Subsequently, in 1993, Dr. Chau reported the successful cloning of human MNTF1, a protein having an apparent molecular weight of 55 kD, and its associated receptor from a human retinoblastoma cDNA library. See Chau, R. M. W., et al., Cloning of Genes for Muscle-Derived Motoneuronotrophic Factor 1 (MNTF1) and Its Receptor by Monoclonal Antibody Probes, (abstract) 19 Soc. for Neurosci. part 1, 252 (1993), the disclosure of which is hereby incorporated by reference. The cloned human MNTF1 was demonstrated to have biological activity similar to that of the “native” MNTF1 protein in that it supported the in vitro growth of rat anterior horn motoneurons.
Although various biological aspects of MNTF1 have been widely publicized in scientific journals, the DNA and inferred amino acid sequences of the cloned human MNTF1 gene and its associated receptor had not yet been made publicly available by Dr. Chau, nor had these sequences been confirmed by peer-review within the field. Moreover, the cloned human MNTF1, reported by Dr. Chau in 1993, was not in a form which was amenable to being sub-cloned into an appropriate vector, such as an in vitro mammalian expression system.
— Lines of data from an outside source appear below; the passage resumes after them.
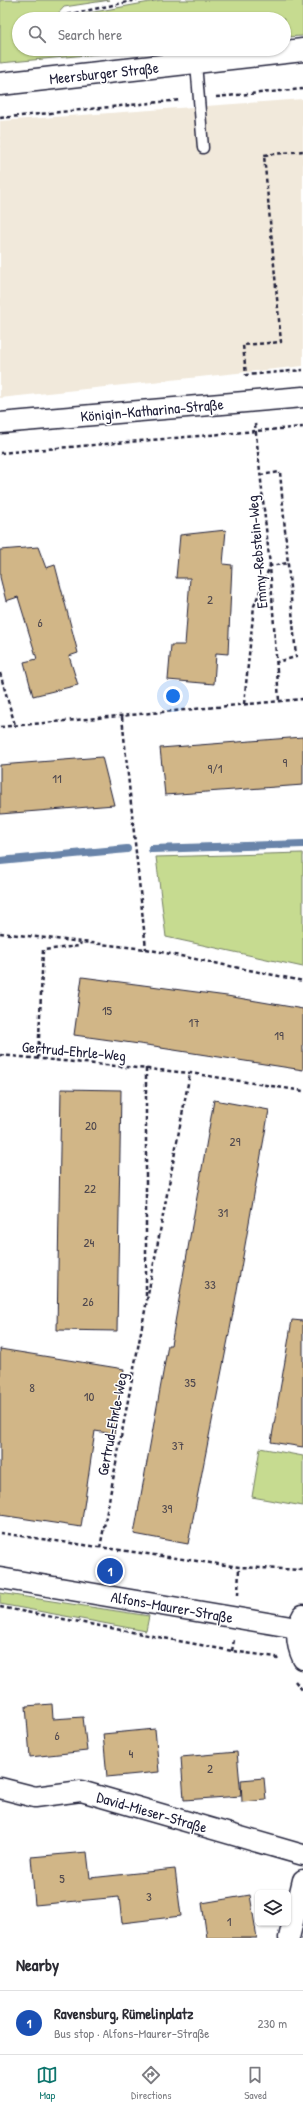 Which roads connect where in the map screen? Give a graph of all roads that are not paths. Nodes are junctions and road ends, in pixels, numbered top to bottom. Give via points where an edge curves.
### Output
1 (303, 50) edge
2 (291, 51) edge
3 (254, 56) edge
4 (196, 63) junction
5 (0, 84) edge
6 (203, 148) dead end
7 (303, 398) edge
8 (0, 423) edge
9 (0, 1578) edge
10 (300, 1622) edge
11 (303, 1659) edge
12 (0, 1788) edge
13 (303, 1855) edge
14 (303, 1880) edge
15 (289, 1938) edge

1 - 2 street, Meersburger Straße
3 - 4 street, Meersburger Straße
4 - 5 street, Meersburger Straße
4 - 6 lane
7 - 8 street, Königin-Katharina-Straße
9 - 10 street, Alfons-Maurer-Straße via 237,1618
10 - 11 street via 297,1639
12 - 13 street, David-Mieser-Straße via 35,1797 81,1791
14 - 15 street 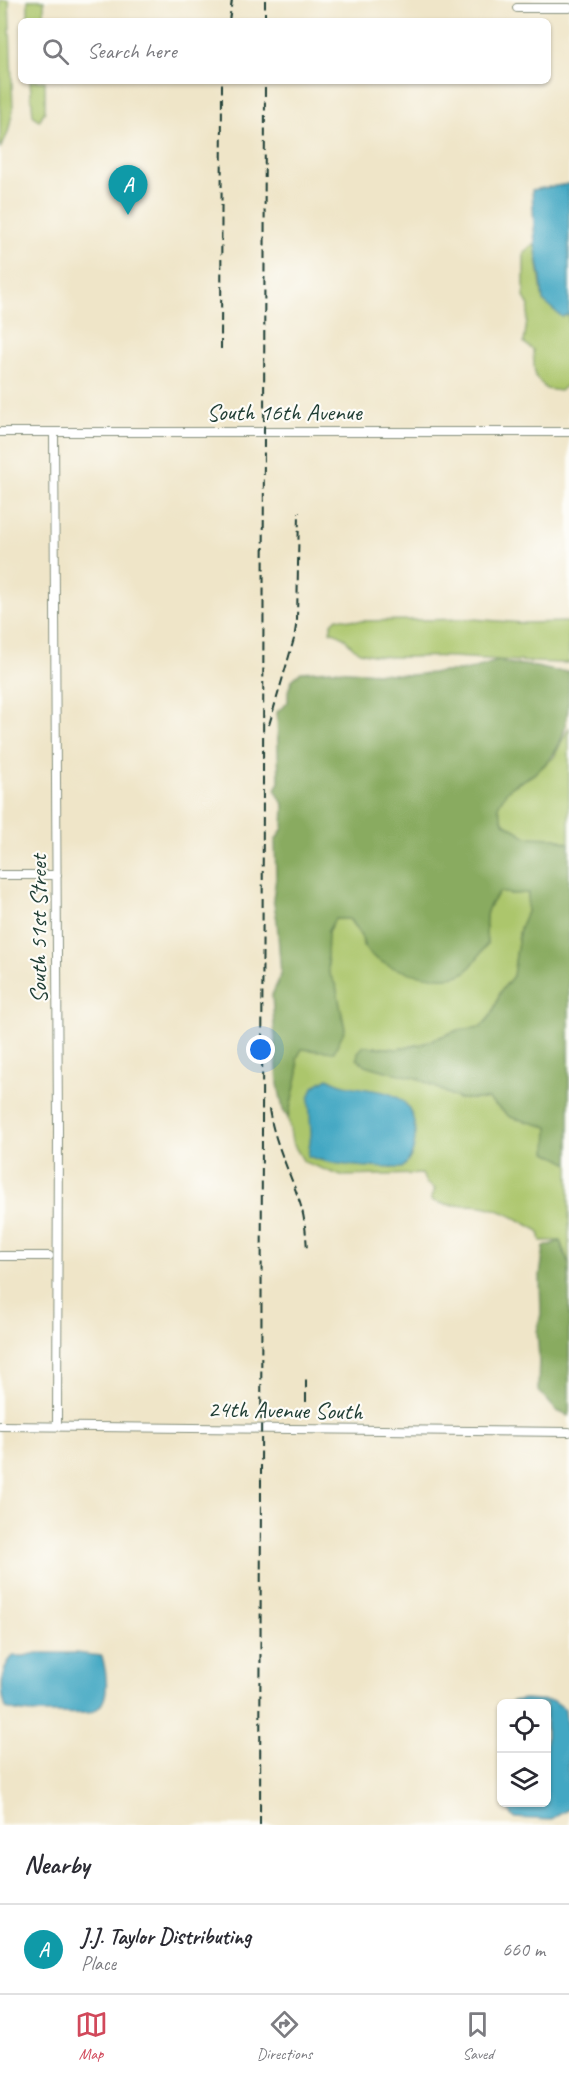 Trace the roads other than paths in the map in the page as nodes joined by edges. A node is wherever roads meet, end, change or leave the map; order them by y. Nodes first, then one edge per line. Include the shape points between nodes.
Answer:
1 (517, 8) dead end
2 (569, 8) edge
3 (0, 432) edge
4 (54, 432) junction
5 (569, 432) edge
6 (0, 875) edge
7 (57, 875) junction
8 (0, 1256) edge
9 (49, 1256) dead end
10 (0, 1426) edge
11 (57, 1426) junction
12 (569, 1432) edge

1 - 2 street
3 - 4 street, South 16th Avenue
4 - 5 street, South 16th Avenue
4 - 7 street, South 51st Street
6 - 7 street
7 - 11 street, South 51st Street
8 - 9 street
10 - 11 street, 24th Avenue South
11 - 12 street, 24th Avenue South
Thus, there remained a need for the human MNTF1 gene to be properly manipulated, sequenced, sub-cloned into an appropriate vector(s), sub-cloned into an appropriate expression system(s) and associated host(s), as well as the isolation and purification of the resulting recombinant human MNTF1 protein for subsequent potential utilization in human therapeutic modalities.